The odd part is "External Code" calling into AddCapability. This might just be optimization compiling out the callers, but it's the reason I suspect a linker issue.

magreenblatt commented 2 days ago

The BoringSSL dependency changes were made in M110/M111 timeframe, so I wouldn't expect those to start causing problems in M128.

Mellnik commented 2 days ago

Thank you for testing and reproducing the issue yourself. To clarify the version it first occurs, I've narrowed it down to:

Screenshot 2024-10-07 205011

Last version without crash: 07/18/2024 - 126.2.18+g3647d39+chromium-126.0.6478.183 / Chromium 126.0.6478.183

First version where it crashes: 07/19/2024 - 127.0.20+g1567840+chromium-127.0.6533.57 / Chromium 127.0.6533.57

Later stable version of M127, it crashes too. 08/15/2024 - 127.3.5+g114ea2a+chromium-127.0.6533.120 / Chromium 127.0.6533.120

Maybe that helps finding what changed between those versions causing this.

Regarding the BoringSSL dependency, it makes sense thinking that it's not because of it.

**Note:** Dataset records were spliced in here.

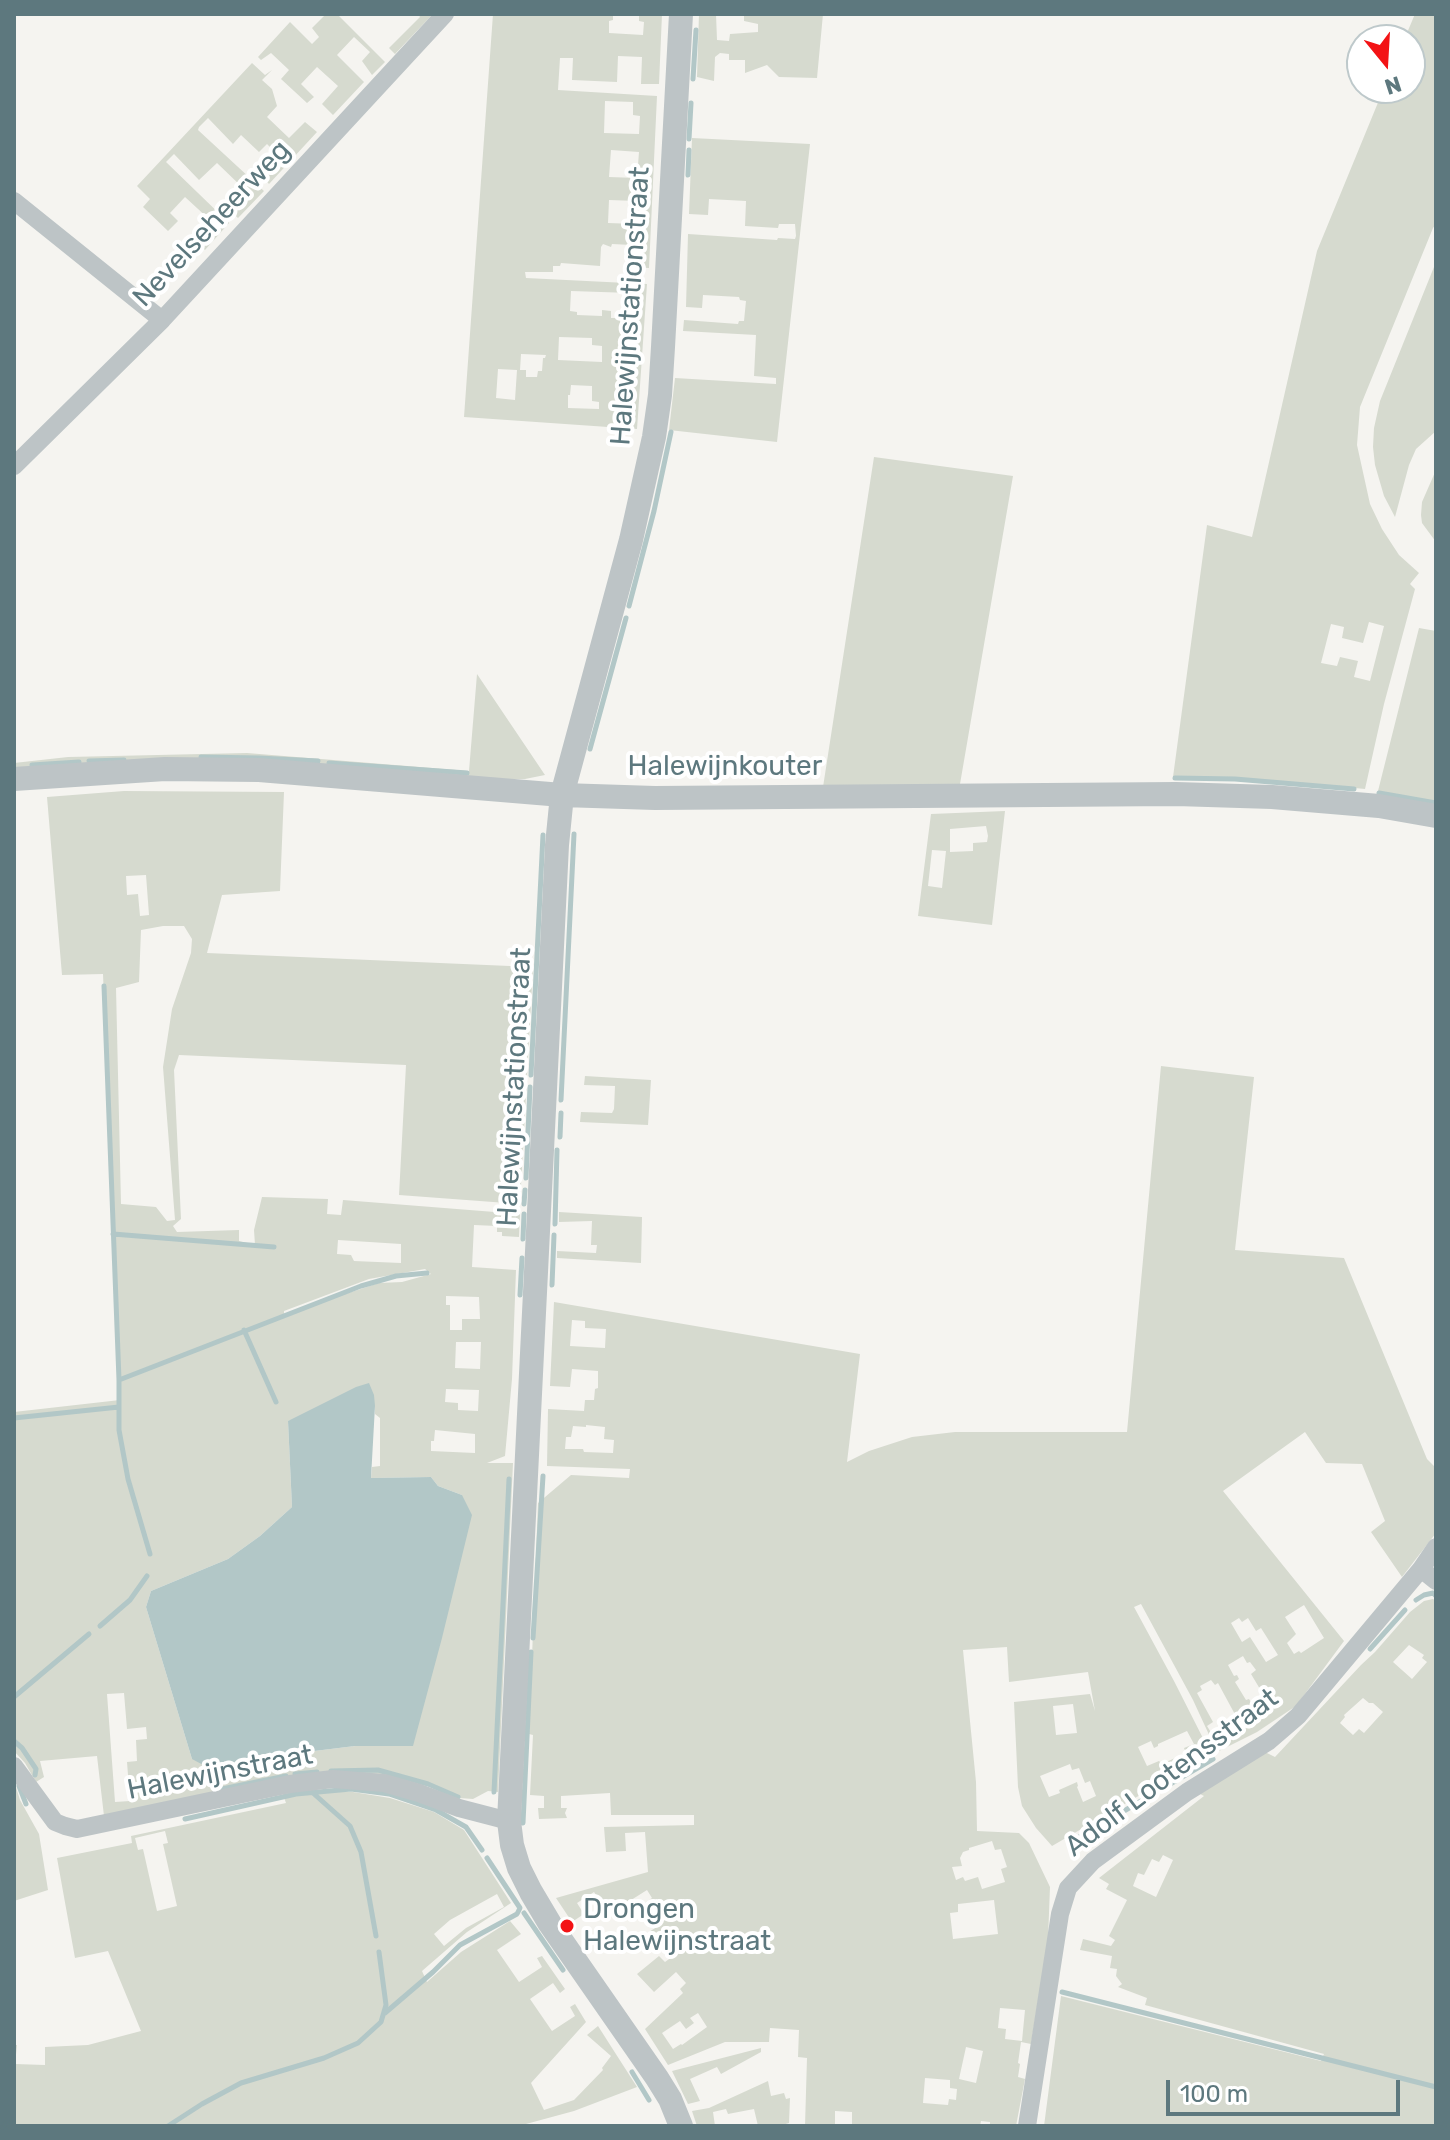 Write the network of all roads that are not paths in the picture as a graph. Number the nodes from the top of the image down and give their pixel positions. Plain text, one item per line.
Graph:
1 (445, 14) edge
2 (681, 14) edge
3 (14, 201) edge
4 (162, 320) junction
5 (14, 466) edge
6 (14, 779) edge
7 (562, 795) junction
8 (1436, 816) edge
9 (1436, 1547) edge
10 (1421, 1569) junction
11 (1436, 1581) edge
12 (14, 1766) edge
13 (509, 1821) junction
14 (681, 2126) edge
15 (1027, 2126) edge

1 - 4 street, Nevelseheerweg
2 - 7 street, Halewijnstationstraat
3 - 4 street
4 - 5 street, Nevelseheerweg
6 - 7 street, Halewijnkouter
7 - 8 street, Halewijnkouter
7 - 13 street, Halewijnstationstraat
9 - 10 street, Adolf Lootensstraat
10 - 11 street
10 - 15 street, Adolf Lootensstraat
12 - 13 street, Halewijnstraat
13 - 14 street, Halewijnstationstraat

Because in fact M126 and earlier works fine. BUT you mentioned NOTREACHED was made fatal starting with M127, so it could still be BoringSSL and just went unnoticed until M127?

magreenblatt commented 2 days ago

BUT you mentioned NOTREACHED was made fatal starting with M127, so it could still be BoringSSL and just went unnoticed until M127?

Yes, good point.

Mellnik commented 9 hours ago

I've modified the source code. If it's a sandbox build I am now calculating the SHA256 with a different header only library. The results are printed to a file to ensure the hash is correct and FromSubAuthorities returns a valid result. Now it works without a crash and from the log file I can see LPACCHROMEINSTALLFILES, REGISTRYREAD and more being requested in the cef_sandbox and now fully resolve without a crash or hang in Release build.

I don't have a deep knowledge of CEF/Chromium like you but I think it would be good to investigate why this code path is sometimes triggered and for other users not. Also investigating if the removal of BoringSSL introduced similar cases in other parts of the code.

If I can help with anything please let me know. I can also send you the source changes if you like so you can test it yourself. Thanks!